3.2. O TCA Sul confirmou sentença do TAC de Lisboa que julgou procedente a excepção dilatória inominada, invocada pela ré atinente à falta de um pressuposto processual objectivo (a não realização da tentativa de conciliação prevista no art.260º, n.º 1, do Dec. Lei 59/90, de 2 de Março) e, consequentemente, absolveu a ré da instância.
3.3. O acórdão teve um voto de vencido onde, invocando o Acórdão deste STA de 20-10-2015, proferido no processo 0161/15, o acórdão do TCAS de 12-1-2012, proferido no processo 2750 e o acórdão do TCANorte de 18-3-2011, proferido no processo 93/04.1BEUIS, entendeu que a presente acção não estava sujeita à prévia tentativa de conciliação.
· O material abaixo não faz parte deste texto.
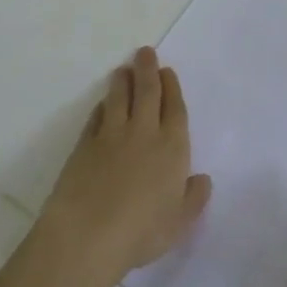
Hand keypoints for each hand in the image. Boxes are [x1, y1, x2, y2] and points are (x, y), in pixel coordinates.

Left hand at [39, 47, 211, 284]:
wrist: (88, 234)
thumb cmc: (141, 231)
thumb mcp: (179, 223)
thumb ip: (193, 199)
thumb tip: (202, 179)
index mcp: (172, 147)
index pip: (174, 108)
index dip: (172, 88)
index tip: (167, 71)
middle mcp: (144, 133)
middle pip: (147, 92)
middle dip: (147, 69)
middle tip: (144, 52)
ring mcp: (111, 135)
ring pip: (119, 98)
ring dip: (123, 81)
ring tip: (123, 70)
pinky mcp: (84, 144)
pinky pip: (97, 117)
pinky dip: (102, 106)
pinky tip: (103, 103)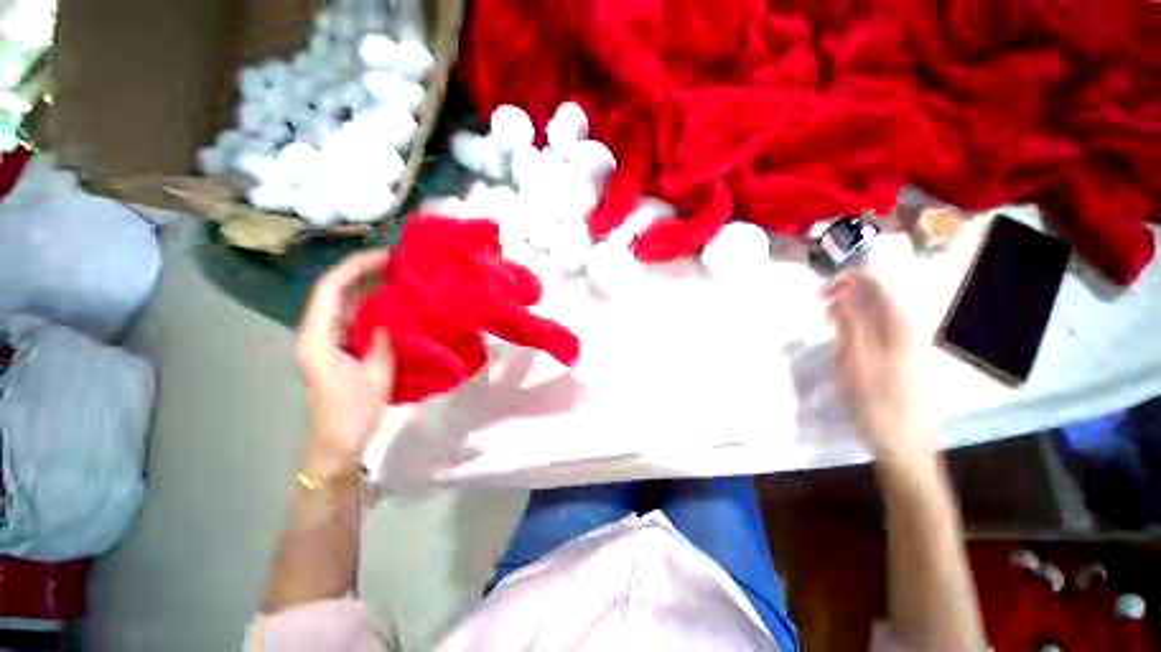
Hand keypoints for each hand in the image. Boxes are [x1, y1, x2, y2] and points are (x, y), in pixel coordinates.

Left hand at [295, 250, 394, 480]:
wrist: (337, 445)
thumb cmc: (352, 415)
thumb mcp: (376, 378)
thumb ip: (384, 343)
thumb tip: (395, 314)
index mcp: (317, 339)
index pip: (330, 289)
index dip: (355, 266)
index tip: (386, 256)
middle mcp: (316, 333)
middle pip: (334, 291)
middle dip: (363, 270)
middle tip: (399, 261)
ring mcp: (326, 340)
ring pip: (344, 302)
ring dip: (368, 286)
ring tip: (399, 275)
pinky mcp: (339, 348)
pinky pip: (354, 317)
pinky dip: (372, 305)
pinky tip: (393, 301)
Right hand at [827, 272, 932, 466]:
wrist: (903, 444)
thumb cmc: (877, 403)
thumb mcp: (856, 361)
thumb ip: (850, 323)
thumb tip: (843, 290)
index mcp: (897, 325)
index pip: (874, 282)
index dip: (845, 280)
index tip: (819, 295)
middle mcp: (903, 327)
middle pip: (873, 294)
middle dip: (843, 295)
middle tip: (819, 311)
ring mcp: (902, 342)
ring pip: (871, 312)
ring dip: (846, 311)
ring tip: (827, 324)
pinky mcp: (896, 355)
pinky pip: (872, 328)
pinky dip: (853, 327)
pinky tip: (842, 341)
3.4. Perante uma decisão semelhante esta Formação de Apreciação Preliminar admitiu o recurso de revista excepcional, no qual a Secção de Contencioso Administrativo, decidiu:
“(…)
Com a entrada em vigor do Dec. Lei 18/2008, de 29 de Janeiro ocorrida em Setembro de 2008, foi revogado o DL 59/99 de 2/3 (art. 14º nº 1 al. d) do mesmo) sendo que os arts. 260.º a 264.º do referido Dec. Lei 59/99, foram revogados com produção de efeitos ao dia seguinte ao da publicação do diploma, ou seja, 30 de Janeiro, deixando de ser aplicados aos contratos já celebrados sem prejuízo dos processos de conciliação pendentes àquela data.
(…)” – cfr. sumário Acórdão deste STA de 20-10-2015, proferido no processo 0161/15.
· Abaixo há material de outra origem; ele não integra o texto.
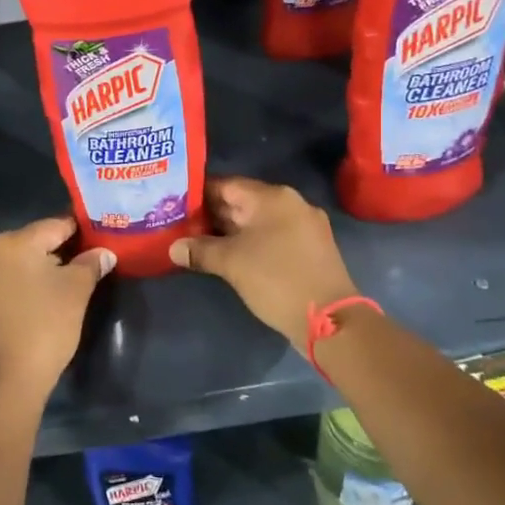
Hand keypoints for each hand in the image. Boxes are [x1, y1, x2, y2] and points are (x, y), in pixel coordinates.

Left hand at [0, 218, 114, 404]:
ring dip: (46, 267)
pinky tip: (48, 297)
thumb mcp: (76, 291)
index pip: (56, 225)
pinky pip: (11, 280)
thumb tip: (104, 253)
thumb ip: (91, 264)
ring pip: (23, 262)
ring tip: (73, 280)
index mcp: (14, 241)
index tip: (103, 238)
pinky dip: (30, 283)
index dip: (82, 231)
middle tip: (92, 262)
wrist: (7, 380)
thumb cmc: (45, 326)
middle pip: (37, 241)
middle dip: (64, 249)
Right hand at [169, 177, 357, 352]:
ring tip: (198, 241)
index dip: (198, 194)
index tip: (174, 204)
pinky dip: (250, 242)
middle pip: (242, 201)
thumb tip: (173, 248)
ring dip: (230, 230)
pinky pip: (272, 236)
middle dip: (212, 213)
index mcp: (272, 197)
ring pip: (257, 221)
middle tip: (180, 224)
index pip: (226, 184)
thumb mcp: (231, 263)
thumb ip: (200, 250)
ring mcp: (304, 226)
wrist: (331, 320)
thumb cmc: (277, 279)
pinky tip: (230, 255)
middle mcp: (291, 203)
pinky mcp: (310, 248)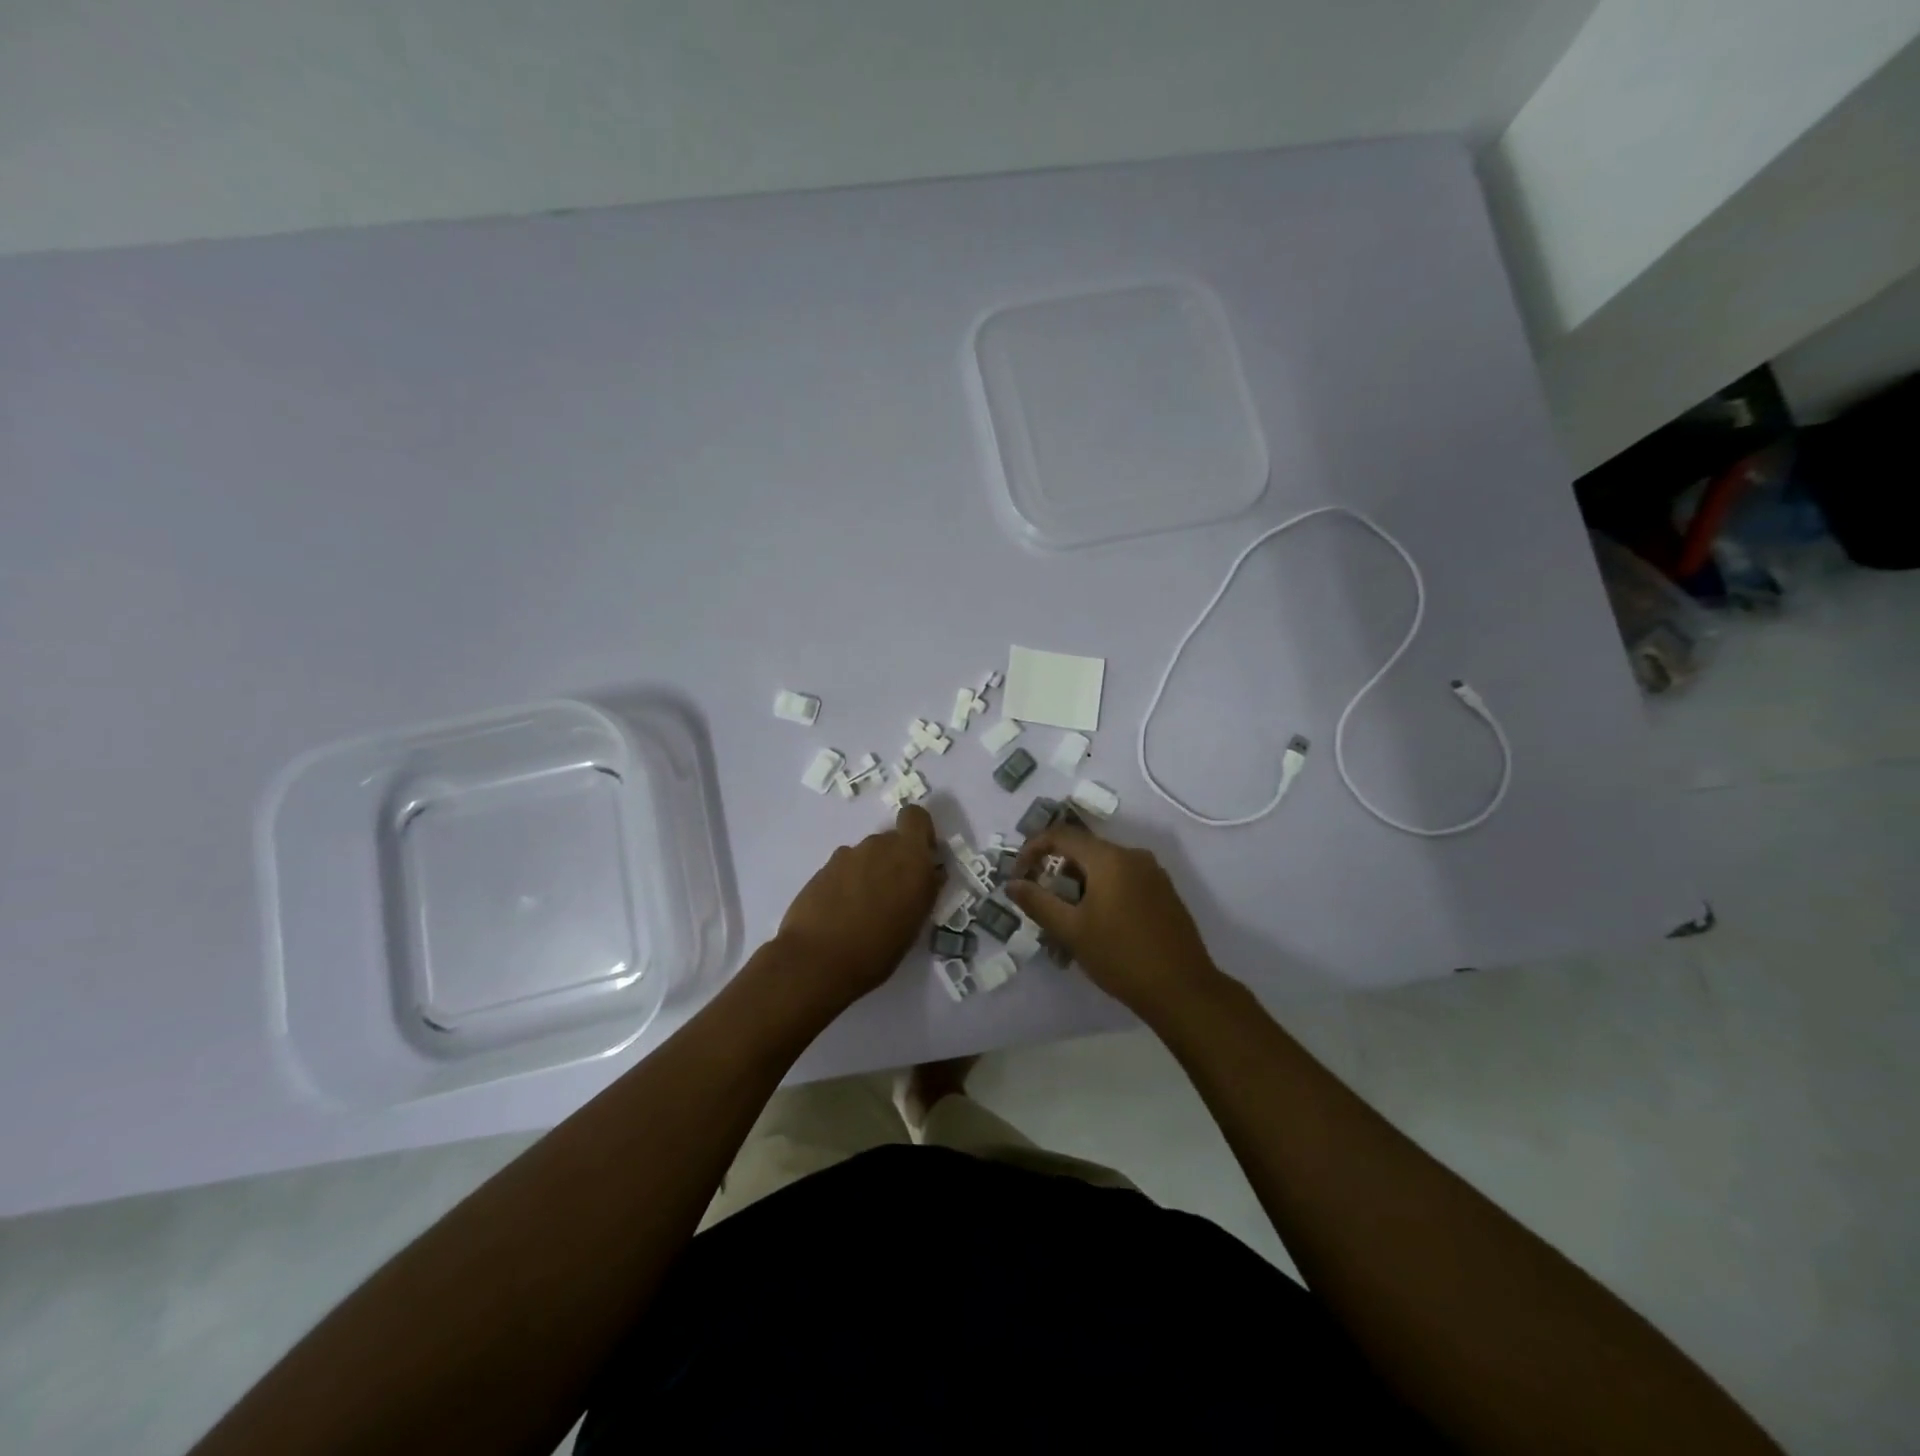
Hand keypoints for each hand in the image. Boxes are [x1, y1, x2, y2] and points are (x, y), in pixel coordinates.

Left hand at [772, 804, 942, 1010]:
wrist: (818, 960)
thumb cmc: (879, 948)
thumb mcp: (916, 922)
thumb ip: (925, 888)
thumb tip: (931, 871)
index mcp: (910, 856)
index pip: (916, 817)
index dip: (919, 832)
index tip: (921, 858)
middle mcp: (879, 846)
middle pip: (891, 840)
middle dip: (894, 860)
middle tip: (892, 895)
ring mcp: (847, 856)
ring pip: (866, 855)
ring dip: (870, 872)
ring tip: (864, 910)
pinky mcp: (823, 869)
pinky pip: (844, 868)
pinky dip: (847, 883)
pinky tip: (841, 912)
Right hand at [1006, 823, 1219, 1020]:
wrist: (1183, 990)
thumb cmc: (1121, 957)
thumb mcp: (1071, 931)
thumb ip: (1038, 902)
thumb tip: (1011, 884)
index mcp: (1110, 858)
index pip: (1061, 835)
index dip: (1033, 849)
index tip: (1019, 876)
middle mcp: (1134, 856)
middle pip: (1084, 851)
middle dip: (1057, 874)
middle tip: (1043, 906)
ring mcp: (1153, 874)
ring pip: (1104, 868)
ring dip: (1080, 887)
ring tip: (1069, 924)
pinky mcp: (1164, 893)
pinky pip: (1124, 881)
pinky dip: (1103, 893)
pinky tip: (1099, 928)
Com efeito, diz ainda o referido acórdão:
“(…)
Como resulta do art. 18º deste diploma (Dec. Lei 18/2008, de 29 de Janeiro):
“1- O presente decreto-lei entra em vigor seis meses após a data da sua publicação.
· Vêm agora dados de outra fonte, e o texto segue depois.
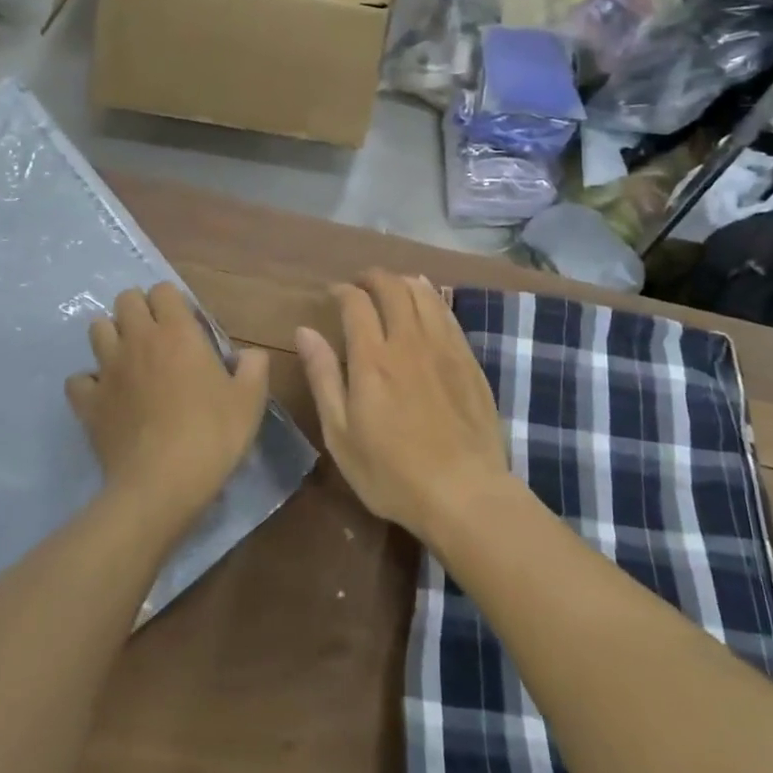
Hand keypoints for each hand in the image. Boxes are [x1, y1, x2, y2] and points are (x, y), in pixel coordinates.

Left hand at [67, 282, 269, 528]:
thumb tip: (249, 354)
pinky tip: (104, 396)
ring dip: (111, 336)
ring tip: (128, 358)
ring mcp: (108, 369)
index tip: (185, 324)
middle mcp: (138, 339)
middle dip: (138, 309)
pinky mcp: (88, 401)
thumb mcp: (250, 401)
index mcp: (178, 332)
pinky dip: (89, 382)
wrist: (161, 484)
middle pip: (125, 299)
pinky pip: (78, 379)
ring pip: (97, 329)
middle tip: (155, 335)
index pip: (164, 290)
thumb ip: (253, 367)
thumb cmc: (211, 435)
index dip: (172, 301)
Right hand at [296, 270, 509, 542]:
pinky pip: (448, 313)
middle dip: (372, 278)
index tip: (334, 294)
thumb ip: (323, 377)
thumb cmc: (392, 473)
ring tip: (392, 289)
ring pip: (424, 293)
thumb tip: (304, 332)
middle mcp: (409, 341)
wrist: (465, 493)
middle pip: (392, 287)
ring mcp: (444, 347)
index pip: (356, 302)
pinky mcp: (468, 359)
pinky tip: (427, 303)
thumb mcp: (341, 434)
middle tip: (360, 285)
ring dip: (403, 282)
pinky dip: (432, 298)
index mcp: (372, 359)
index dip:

2- A revogação dos artigos 260.º, 261.º, 262.º, 263.º e 264.º do Decreto-Lei n.º 59/99, de 2 de Março, produz efeitos no dia seguinte ao da publicação do presente decreto-lei, não sendo os mesmos aplicáveis aos contratos já celebrados, sem prejuízo dos processos de conciliação pendentes àquela data. “
Assim, a partir de 30 de Janeiro de 2008 deixou de ser aplicável aos contratos já celebrados o referido procedimento da tentativa de conciliação.
(…)”.
3.5. Do exposto resulta que deve ser admitida a revista, tendo em conta além do mais a existência de jurisprudência recente deste STA, em sentido contrário:
“(…)
No caso sub judice como não estava pendente a fase dessa conciliação extra judicial deixou de ser aqui aplicável a referida tentativa prévia de conciliação prevista no art.º 260.º do RJEOP. A tal não obsta o facto de estas normas estarem em vigor na data de entrada da p.i. em tribunal e se terem mantido em vigor até 30 de Janeiro de 2008 sendo que na data da prolação da decisão recorrida já havia ocorrido a publicação do referido DL 18/2008 de 29/1.
(…)” – cfr. acórdão citado.
3.6. Justifica-se, portanto, admitir o recurso com vista a uma melhor interpretação e aplicação do Direito. O acórdão recorrido mostra-se em contradição com o recente acórdão deste STA – o qual já se mostrava publicitado e foi invocado no voto de vencido - justificando-se assim que este Tribunal reaprecie a questão.
4. Decisão
Face ao exposto admite-se a revista.
Lisboa, 15 de junho de 2016. – São Pedro (relator) - Vítor Gomes – Alberto Augusto de Oliveira.